Leonard Wood joined the Army in 1885 as a contract surgeon after graduating from Harvard Medical School, became a cavalry colonel in the Spanish-American War, later rose to be the Army’s Chief of Staff (1910-14). A longtime outspoken advocate of preparedness, Wood was frequently embroiled with his superiors. In 1917, he went to France as an observer; on his return home, he was invited to appear before the Senate Military Affairs Committee. He used the occasion to denounce the Army’s ordnance bureau and supply system and to charge Secretary of War Newton D. Baker and the Army Chief of Staff with inefficiency and incompetency. As a result, he was barred from overseas combat command in World War I by Secretary Baker and the A.E.F. commander, John J. Pershing. Wood’s views had won him wide popularity, however, and in 1920 he was the favorite to get the Republican nomination. But in a convention deadlock, a group of men in a smoke-filled room brought forth Warren G. Harding instead. Wood retired in 1921, became Governor General of the Philippines.
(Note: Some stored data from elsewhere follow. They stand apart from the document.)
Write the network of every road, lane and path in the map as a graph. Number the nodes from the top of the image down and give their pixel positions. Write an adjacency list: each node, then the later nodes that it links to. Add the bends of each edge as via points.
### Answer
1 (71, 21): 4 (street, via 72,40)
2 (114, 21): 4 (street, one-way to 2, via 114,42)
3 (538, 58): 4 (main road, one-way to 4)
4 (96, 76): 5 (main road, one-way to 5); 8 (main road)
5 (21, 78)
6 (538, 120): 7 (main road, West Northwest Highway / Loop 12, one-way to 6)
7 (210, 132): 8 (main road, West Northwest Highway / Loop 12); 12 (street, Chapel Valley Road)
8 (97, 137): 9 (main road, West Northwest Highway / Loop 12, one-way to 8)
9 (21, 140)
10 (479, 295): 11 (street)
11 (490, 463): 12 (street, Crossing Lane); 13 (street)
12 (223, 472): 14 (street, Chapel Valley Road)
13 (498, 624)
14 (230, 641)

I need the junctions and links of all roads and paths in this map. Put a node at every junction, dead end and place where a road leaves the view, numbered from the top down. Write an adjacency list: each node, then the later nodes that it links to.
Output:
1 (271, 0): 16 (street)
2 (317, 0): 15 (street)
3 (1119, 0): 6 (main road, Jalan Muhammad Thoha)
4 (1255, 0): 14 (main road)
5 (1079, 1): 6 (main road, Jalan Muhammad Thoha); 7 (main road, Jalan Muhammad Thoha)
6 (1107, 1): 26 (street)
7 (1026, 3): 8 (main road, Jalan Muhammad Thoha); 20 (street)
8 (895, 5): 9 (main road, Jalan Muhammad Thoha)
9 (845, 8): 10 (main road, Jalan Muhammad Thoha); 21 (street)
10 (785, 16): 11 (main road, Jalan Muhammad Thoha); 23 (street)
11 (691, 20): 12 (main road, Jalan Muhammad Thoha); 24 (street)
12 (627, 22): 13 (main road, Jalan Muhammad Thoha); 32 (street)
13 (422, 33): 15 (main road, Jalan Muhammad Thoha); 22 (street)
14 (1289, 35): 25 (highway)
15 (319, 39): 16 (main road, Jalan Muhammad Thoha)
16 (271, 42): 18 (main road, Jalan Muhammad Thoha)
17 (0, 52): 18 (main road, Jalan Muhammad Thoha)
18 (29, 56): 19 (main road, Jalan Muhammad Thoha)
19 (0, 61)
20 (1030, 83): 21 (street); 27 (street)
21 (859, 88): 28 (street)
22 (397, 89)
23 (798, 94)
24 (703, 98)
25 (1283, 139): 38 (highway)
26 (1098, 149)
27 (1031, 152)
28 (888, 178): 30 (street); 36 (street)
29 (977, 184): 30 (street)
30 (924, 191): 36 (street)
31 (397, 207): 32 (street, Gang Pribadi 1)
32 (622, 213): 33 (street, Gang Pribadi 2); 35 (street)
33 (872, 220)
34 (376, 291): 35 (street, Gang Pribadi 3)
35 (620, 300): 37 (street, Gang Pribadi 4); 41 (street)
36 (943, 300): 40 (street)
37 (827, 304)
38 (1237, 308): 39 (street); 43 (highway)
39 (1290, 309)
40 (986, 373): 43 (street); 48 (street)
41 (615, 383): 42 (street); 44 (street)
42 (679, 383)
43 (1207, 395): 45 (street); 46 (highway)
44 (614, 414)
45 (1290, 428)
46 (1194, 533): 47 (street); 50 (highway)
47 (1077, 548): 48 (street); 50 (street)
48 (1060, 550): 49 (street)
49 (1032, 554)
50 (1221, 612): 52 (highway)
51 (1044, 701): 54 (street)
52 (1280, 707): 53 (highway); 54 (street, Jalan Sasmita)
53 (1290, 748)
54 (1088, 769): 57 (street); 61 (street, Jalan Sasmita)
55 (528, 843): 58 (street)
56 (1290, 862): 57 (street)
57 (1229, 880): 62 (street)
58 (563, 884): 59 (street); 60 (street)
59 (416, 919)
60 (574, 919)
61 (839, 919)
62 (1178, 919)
William Lendrum Mitchell was a 1st lieutenant at 19 and the youngest officer in the U.S. Army. At the end of World War I, he was a brigadier general and chief of the infant A.E.F. Air Service. In 1920, as assistant chief of the Air Service, spectacular Billy Mitchell launched a campaign to make Army and Navy brass see the need for an independent air force. Mitchell and his young hell-for-leather fellow pilots fought the Navy to get a bombing demonstration arranged, sank a captured German dreadnought and a cruiser. Despite warnings from his superiors, he continuously aired his views on air power—in the press, before congressional committees and investigating boards. He was finally reduced in rank and sent to Texas. A short time later, the crash of the dirigible Shenandoah and the near loss of a Navy seaplane brought him to the climax of his fight. Mitchell charged that the accidents were “the direct result of incompetency, criminal negligence and almost treasonable administration … by the War and Navy Departments.” He was court-martialed, found guilty of “conduct of a nature to bring discredit upon the military service,” suspended from duty for five years. Mitchell resigned, a hero to airmen and the bulk of the U.S. public. He died in 1936. Ten years later, vindicated by history, he was posthumously awarded a Congressional Medal of Honor. Sitting on the court-martial that tried Mitchell was a boyhood friend, Douglas MacArthur—the only man who voted Mitchell “not guilty” of misconduct.